══ Extracted data ══

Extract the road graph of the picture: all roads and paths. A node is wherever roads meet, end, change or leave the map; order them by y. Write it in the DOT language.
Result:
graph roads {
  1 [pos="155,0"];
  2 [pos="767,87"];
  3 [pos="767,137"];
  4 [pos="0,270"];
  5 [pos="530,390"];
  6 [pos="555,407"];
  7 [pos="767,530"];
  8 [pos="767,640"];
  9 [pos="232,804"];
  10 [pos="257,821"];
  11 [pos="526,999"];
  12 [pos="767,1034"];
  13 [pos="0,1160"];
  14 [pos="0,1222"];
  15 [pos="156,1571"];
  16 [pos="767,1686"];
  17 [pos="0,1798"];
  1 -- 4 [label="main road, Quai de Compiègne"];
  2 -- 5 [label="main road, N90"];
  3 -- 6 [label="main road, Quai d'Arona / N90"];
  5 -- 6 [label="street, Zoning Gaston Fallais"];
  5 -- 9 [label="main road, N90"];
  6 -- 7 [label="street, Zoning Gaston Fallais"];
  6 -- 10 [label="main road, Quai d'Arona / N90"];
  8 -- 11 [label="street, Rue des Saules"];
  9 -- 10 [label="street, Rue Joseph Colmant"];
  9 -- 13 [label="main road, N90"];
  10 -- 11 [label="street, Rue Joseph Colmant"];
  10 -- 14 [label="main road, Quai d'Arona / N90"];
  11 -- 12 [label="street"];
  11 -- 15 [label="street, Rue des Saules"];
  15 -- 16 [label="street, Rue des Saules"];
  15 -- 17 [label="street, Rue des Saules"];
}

═══

Instructions for the task →
Print the full listing again, word for word.

Answer section →
Extract the road graph of the picture: all roads and paths. A node is wherever roads meet, end, change or leave the map; order them by y. Write it in the DOT language.
Result:
graph roads {
  1 [pos="155,0"];
  2 [pos="767,87"];
  3 [pos="767,137"];
  4 [pos="0,270"];
  5 [pos="530,390"];
  6 [pos="555,407"];
  7 [pos="767,530"];
  8 [pos="767,640"];
  9 [pos="232,804"];
  10 [pos="257,821"];
  11 [pos="526,999"];
  12 [pos="767,1034"];
  13 [pos="0,1160"];
  14 [pos="0,1222"];
  15 [pos="156,1571"];
  16 [pos="767,1686"];
  17 [pos="0,1798"];
  1 -- 4 [label="main road, Quai de Compiègne"];
  2 -- 5 [label="main road, N90"];
  3 -- 6 [label="main road, Quai d'Arona / N90"];
  5 -- 6 [label="street, Zoning Gaston Fallais"];
  5 -- 9 [label="main road, N90"];
  6 -- 7 [label="street, Zoning Gaston Fallais"];
  6 -- 10 [label="main road, Quai d'Arona / N90"];
  8 -- 11 [label="street, Rue des Saules"];
  9 -- 10 [label="street, Rue Joseph Colmant"];
  9 -- 13 [label="main road, N90"];
  10 -- 11 [label="street, Rue Joseph Colmant"];
  10 -- 14 [label="main road, Quai d'Arona / N90"];
  11 -- 12 [label="street"];
  11 -- 15 [label="street, Rue des Saules"];
  15 -- 16 [label="street, Rue des Saules"];
  15 -- 17 [label="street, Rue des Saules"];
}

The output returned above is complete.